Problem statement:
The records are to be restated in their entirety, word for word.

Top of Records supplied

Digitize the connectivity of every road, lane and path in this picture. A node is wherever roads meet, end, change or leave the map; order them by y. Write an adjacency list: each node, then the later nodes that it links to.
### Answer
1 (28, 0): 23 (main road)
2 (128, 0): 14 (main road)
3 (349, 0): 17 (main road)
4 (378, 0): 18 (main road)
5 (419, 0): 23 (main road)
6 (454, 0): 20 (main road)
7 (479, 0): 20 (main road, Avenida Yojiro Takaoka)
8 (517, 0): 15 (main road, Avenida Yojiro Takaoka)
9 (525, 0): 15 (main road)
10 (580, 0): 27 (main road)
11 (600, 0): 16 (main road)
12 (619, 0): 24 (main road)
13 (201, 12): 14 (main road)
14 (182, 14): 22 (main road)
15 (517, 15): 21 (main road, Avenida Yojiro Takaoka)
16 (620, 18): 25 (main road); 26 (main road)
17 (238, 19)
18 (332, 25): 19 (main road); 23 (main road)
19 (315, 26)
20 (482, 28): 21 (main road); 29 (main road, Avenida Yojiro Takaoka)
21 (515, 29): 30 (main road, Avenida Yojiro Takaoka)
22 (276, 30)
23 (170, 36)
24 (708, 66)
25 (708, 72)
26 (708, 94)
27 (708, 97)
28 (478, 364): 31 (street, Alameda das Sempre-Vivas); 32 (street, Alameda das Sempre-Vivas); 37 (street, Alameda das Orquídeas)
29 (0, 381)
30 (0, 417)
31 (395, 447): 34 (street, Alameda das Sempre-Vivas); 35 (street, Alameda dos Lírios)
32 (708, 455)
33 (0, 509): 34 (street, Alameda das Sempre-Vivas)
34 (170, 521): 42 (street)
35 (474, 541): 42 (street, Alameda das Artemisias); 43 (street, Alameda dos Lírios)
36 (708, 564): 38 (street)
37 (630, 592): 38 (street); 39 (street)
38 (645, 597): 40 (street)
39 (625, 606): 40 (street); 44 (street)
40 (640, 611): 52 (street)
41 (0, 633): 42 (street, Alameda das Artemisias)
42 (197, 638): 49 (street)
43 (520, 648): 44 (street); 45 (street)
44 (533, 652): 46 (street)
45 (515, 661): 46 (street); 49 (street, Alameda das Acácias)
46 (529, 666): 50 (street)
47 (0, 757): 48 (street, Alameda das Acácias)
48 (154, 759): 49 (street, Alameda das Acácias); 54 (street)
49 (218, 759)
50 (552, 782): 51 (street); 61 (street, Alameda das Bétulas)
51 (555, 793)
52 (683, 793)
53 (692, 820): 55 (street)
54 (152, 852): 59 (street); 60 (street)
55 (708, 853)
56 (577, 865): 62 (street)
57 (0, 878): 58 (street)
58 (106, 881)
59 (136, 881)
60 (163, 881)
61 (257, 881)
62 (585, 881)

Bottom of Records supplied

Exercise result:
Digitize the connectivity of every road, lane and path in this picture. A node is wherever roads meet, end, change or leave the map; order them by y. Write an adjacency list: each node, then the later nodes that it links to.
### Answer
1 (28, 0): 23 (main road)
2 (128, 0): 14 (main road)
3 (349, 0): 17 (main road)
4 (378, 0): 18 (main road)
5 (419, 0): 23 (main road)
6 (454, 0): 20 (main road)
7 (479, 0): 20 (main road, Avenida Yojiro Takaoka)
8 (517, 0): 15 (main road, Avenida Yojiro Takaoka)
9 (525, 0): 15 (main road)
10 (580, 0): 27 (main road)
11 (600, 0): 16 (main road)
12 (619, 0): 24 (main road)
13 (201, 12): 14 (main road)
14 (182, 14): 22 (main road)
15 (517, 15): 21 (main road, Avenida Yojiro Takaoka)
16 (620, 18): 25 (main road); 26 (main road)
17 (238, 19)
18 (332, 25): 19 (main road); 23 (main road)
19 (315, 26)
20 (482, 28): 21 (main road); 29 (main road, Avenida Yojiro Takaoka)
21 (515, 29): 30 (main road, Avenida Yojiro Takaoka)
22 (276, 30)
23 (170, 36)
24 (708, 66)
25 (708, 72)
26 (708, 94)
27 (708, 97)
28 (478, 364): 31 (street, Alameda das Sempre-Vivas); 32 (street, Alameda das Sempre-Vivas); 37 (street, Alameda das Orquídeas)
29 (0, 381)
30 (0, 417)
31 (395, 447): 34 (street, Alameda das Sempre-Vivas); 35 (street, Alameda dos Lírios)
32 (708, 455)
33 (0, 509): 34 (street, Alameda das Sempre-Vivas)
34 (170, 521): 42 (street)
35 (474, 541): 42 (street, Alameda das Artemisias); 43 (street, Alameda dos Lírios)
36 (708, 564): 38 (street)
37 (630, 592): 38 (street); 39 (street)
38 (645, 597): 40 (street)
39 (625, 606): 40 (street); 44 (street)
40 (640, 611): 52 (street)
41 (0, 633): 42 (street, Alameda das Artemisias)
42 (197, 638): 49 (street)
43 (520, 648): 44 (street); 45 (street)
44 (533, 652): 46 (street)
45 (515, 661): 46 (street); 49 (street, Alameda das Acácias)
46 (529, 666): 50 (street)
47 (0, 757): 48 (street, Alameda das Acácias)
48 (154, 759): 49 (street, Alameda das Acácias); 54 (street)
49 (218, 759)
50 (552, 782): 51 (street); 61 (street, Alameda das Bétulas)
51 (555, 793)
52 (683, 793)
53 (692, 820): 55 (street)
54 (152, 852): 59 (street); 60 (street)
55 (708, 853)
56 (577, 865): 62 (street)
57 (0, 878): 58 (street)
58 (106, 881)
59 (136, 881)
60 (163, 881)
61 (257, 881)
62 (585, 881)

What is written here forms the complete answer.